Reviewed by Kevin Peoples.

photo naomi klein
Naomi Klein, Peoples’ Social Forum, flickr cc.

This politically-charged book reads like a great dramatic novel. The drama is fixed in a clash of values. On one side are the powerful free-market fundamentalists. They are the rich and powerful of the world, committed to wealth, consumerism, and materialism, the articulate voices for profit-driven growth. Their actions rape the earth and exploit the poor. They sponsor right-wing think-tanks, lobby governments, and befuddle public opinion. They are creating a world that is hotter, colder, wetter, thirstier, hungrier, angrier than ever. They publicly deny climate change, though many actually believe in it, but, typically, see it as an opportunity to enhance their already immense wealth.

On the other side are the little people, with values outside the dominant capitalist culture. They are often indigenous, and they value interconnectedness, community, cooperation, and relationships with nature and with each other. They reject consumerism and materialism, and seek to live simply. They are ostensibly powerless, but they are organising and learning how to protect their communities, their environment, and their lands from those who would destroy their livelihoods and everything they value.

Klein writes from inside the action. An action learner, her research is alive with real people and events. She travels the world to listen to the rich and powerful as they plan their actions to maintain the status quo, just as she links arms with indigenous peoples and local groups in their communities as they form barricades and picket lines to protect their interests from multinational corporations.

Klein is not out to convince the reader of the dangers of climate change – that is a given. More importantly, she sees climate change as an opportunity. Her thesis is that modern capitalism is incompatible with saving the planet. Klein does not deal in half measures. She argues that the changes required to stay within safe limits of warming have diminished to the point at which they cannot be achieved within global capitalism.

Klein is critical of those who would solve the problem of climate change by painting capitalism green. For her, capitalism is the problem. She argues that green technical solutions won’t do. Consuming green, she says, means simply substituting one power source for a more efficient one. We should not play the game of the bean counters. Politicians and Big Green working with the corporate sector within the neoliberal capitalist model cannot solve the problem. Climate change is the visual reflection of a far more deep-seated problem than this, namely, the current extreme form of capitalism. Modifying capitalism to save the planet won’t do. Centrism won’t do. Some arguments are just wrong. The central issue for Klein is not increasing efficiencies, but ridding the world of capitalism. It’s a question of values, of pitting one world view against another. It’s about the way we live and work and play. The same old global neoliberal economy painted green and producing the same old inequalities won’t do.
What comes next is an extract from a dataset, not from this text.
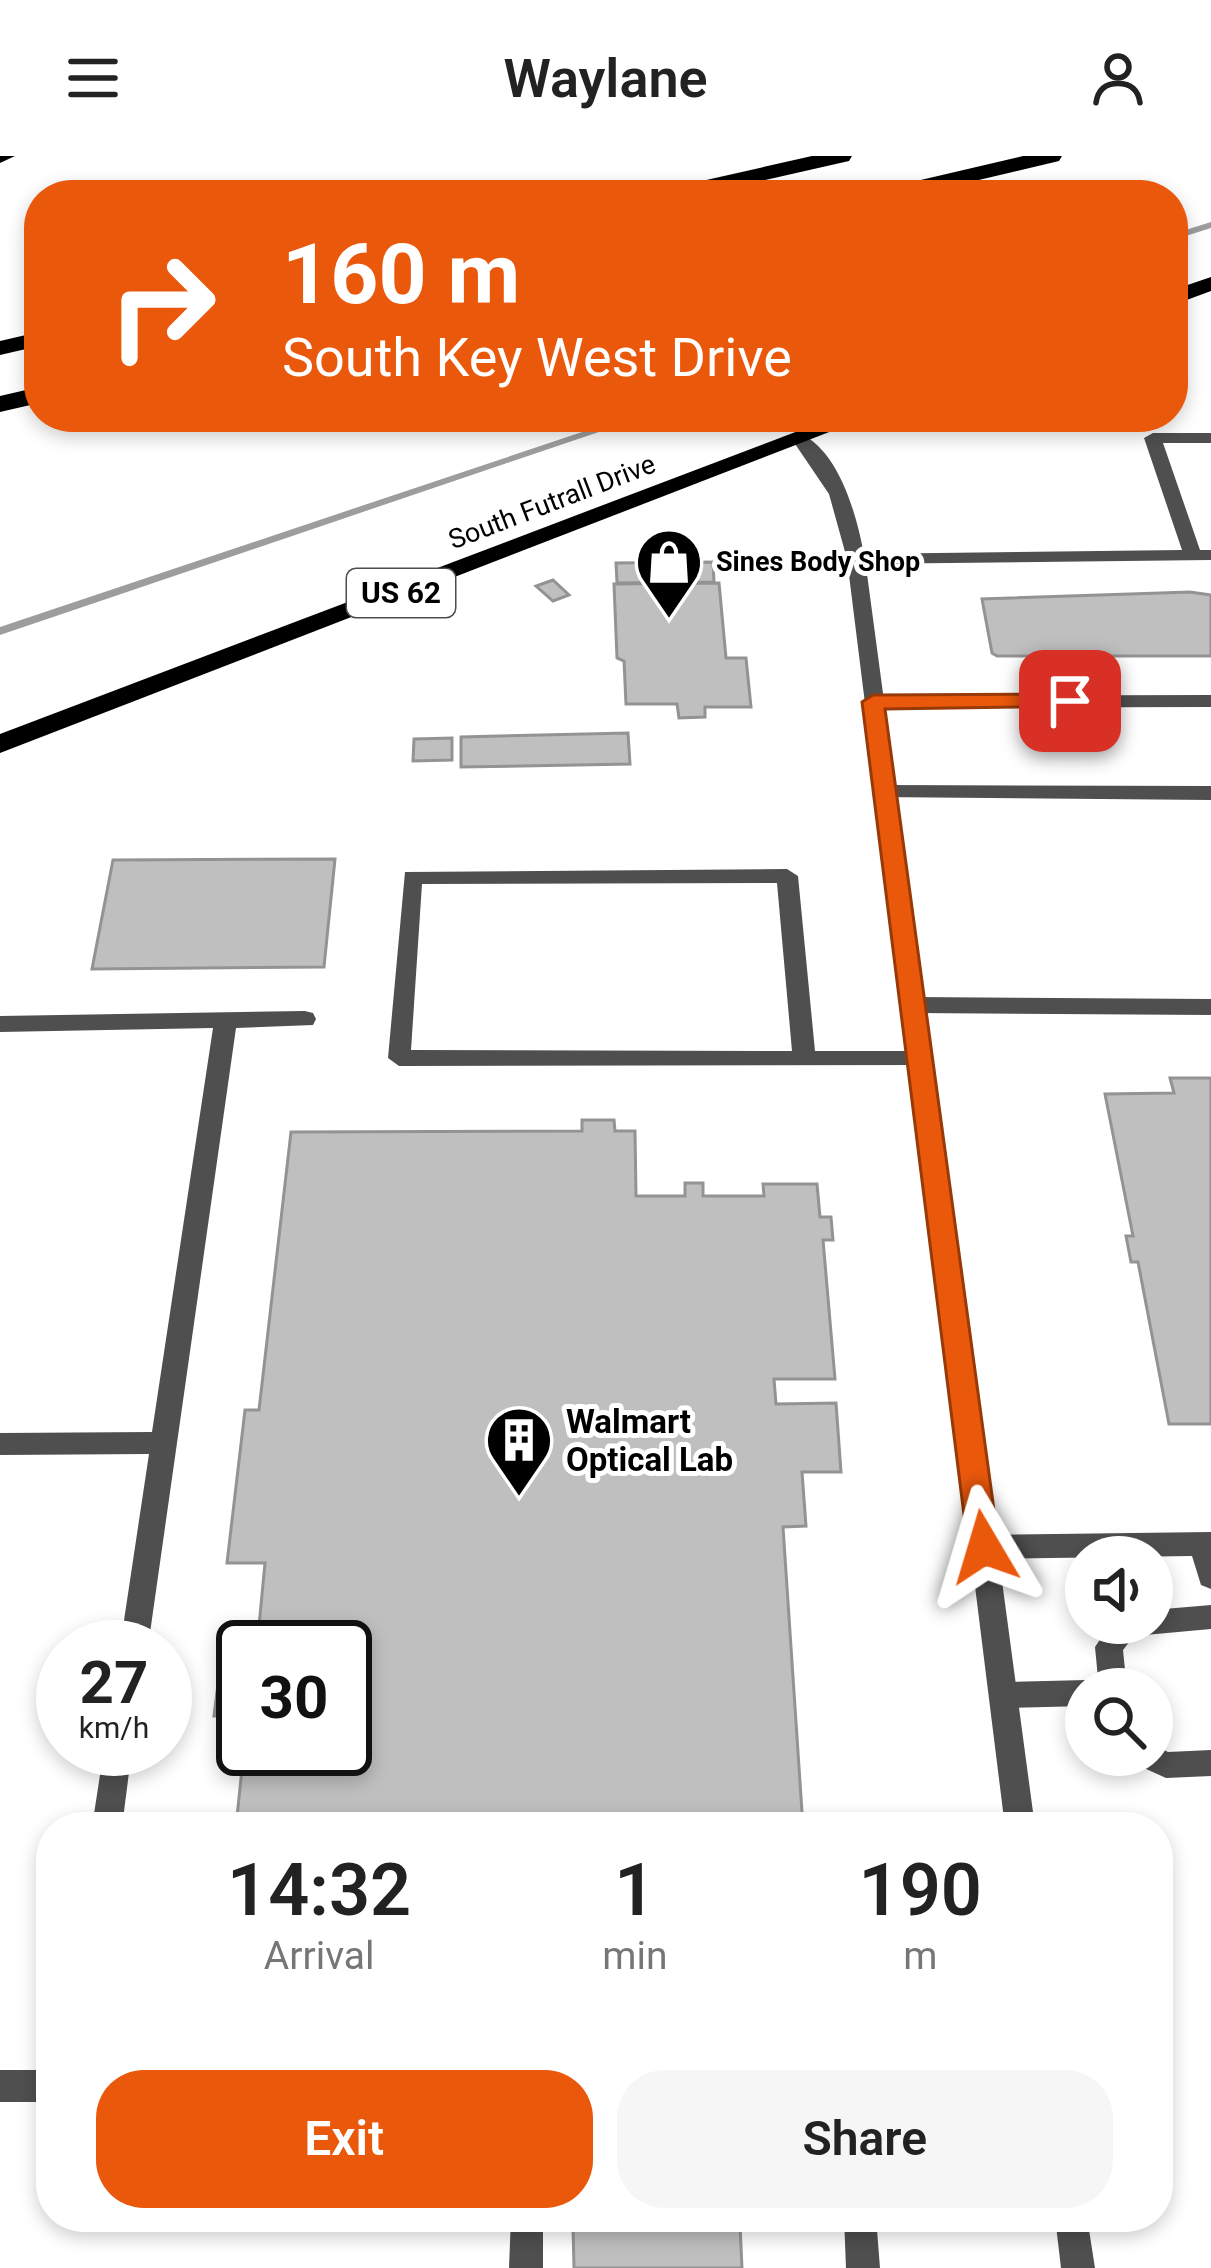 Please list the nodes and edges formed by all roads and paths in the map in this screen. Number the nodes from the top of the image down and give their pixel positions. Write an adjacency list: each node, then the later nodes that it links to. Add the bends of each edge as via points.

Klein argues that to concentrate the debate around climate change is not only missing the point, but losing the argument. Climate change changes everything. The argument can’t be won by narrowing the debate to the economy. People are likely to accept the arguments about dangerous climate change when they have a sense of a new way of living. Therefore, we need to place the climate change debate in a broad context in whic whole-of-life solutions are sought, and all people are valued.

Klein, therefore, feels the need to outline her own vision for the future, and, critically, how such a vision can emerge without violent revolution. One of the fascinating things in this book is her own idealistic – some would say hopelessly utopian – vision of a new society. Writing with extraordinary clarity and a speaking voice, she argues for an alternate economic model, one which is caring and compassionate and would fundamentally change the way we live.

Her model is in the political middle, pitched between capitalism and state socialism. She values planning and a strong public sector, with widespread distribution and ownership of private property and business. She values public transport, regional development whereby local industries are driven by local resources and local labour, and profits remain in the district. She favours low-energy farming, the production of goods which last, the establishment of worker and producer cooperatives, and the development of what she calls neighbourhood sharing banks (credit unions).

Overseas trade is kept to a minimum. Catholics brought up on the papal encyclicals, Rerum Novarum and Quadragesimo Anno, will find a surprising likeness. Without wishing to put the kiss of death on Klein, it could be said that her vision resembles the program B A Santamaria (1915-1998) set out for the National Catholic Rural Movement in mid-twentieth century.

There are winners and big losers here. The rich and powerful will lose much. Only a very brave person would make a stand on such a platform. Klein is her own woman. She sees a democratic transition via a mass worldwide movement comprising all people who believe we can be so much better than we are. She knows the problems of transition. She analyses the historical successes and failures of previous great social movements. And she remains hopeful. I remain sceptical. Such changes as she envisages generally end in blood and tears. Change we will have one way or other. At the very least, Klein offers the possibility of peaceful transition. The alternatives are frightening.

Kevin Peoples is a Melbourne writer and the author of Santamaria’s Salesman: Working for the National Catholic Rural Movement 1859-61 (John Garratt Publishing, 2012).

Reprinted with permission from EarthSong, a biannual journal with leading writers on education, ecology and spirituality, sustainable living and care for the environment in Australia.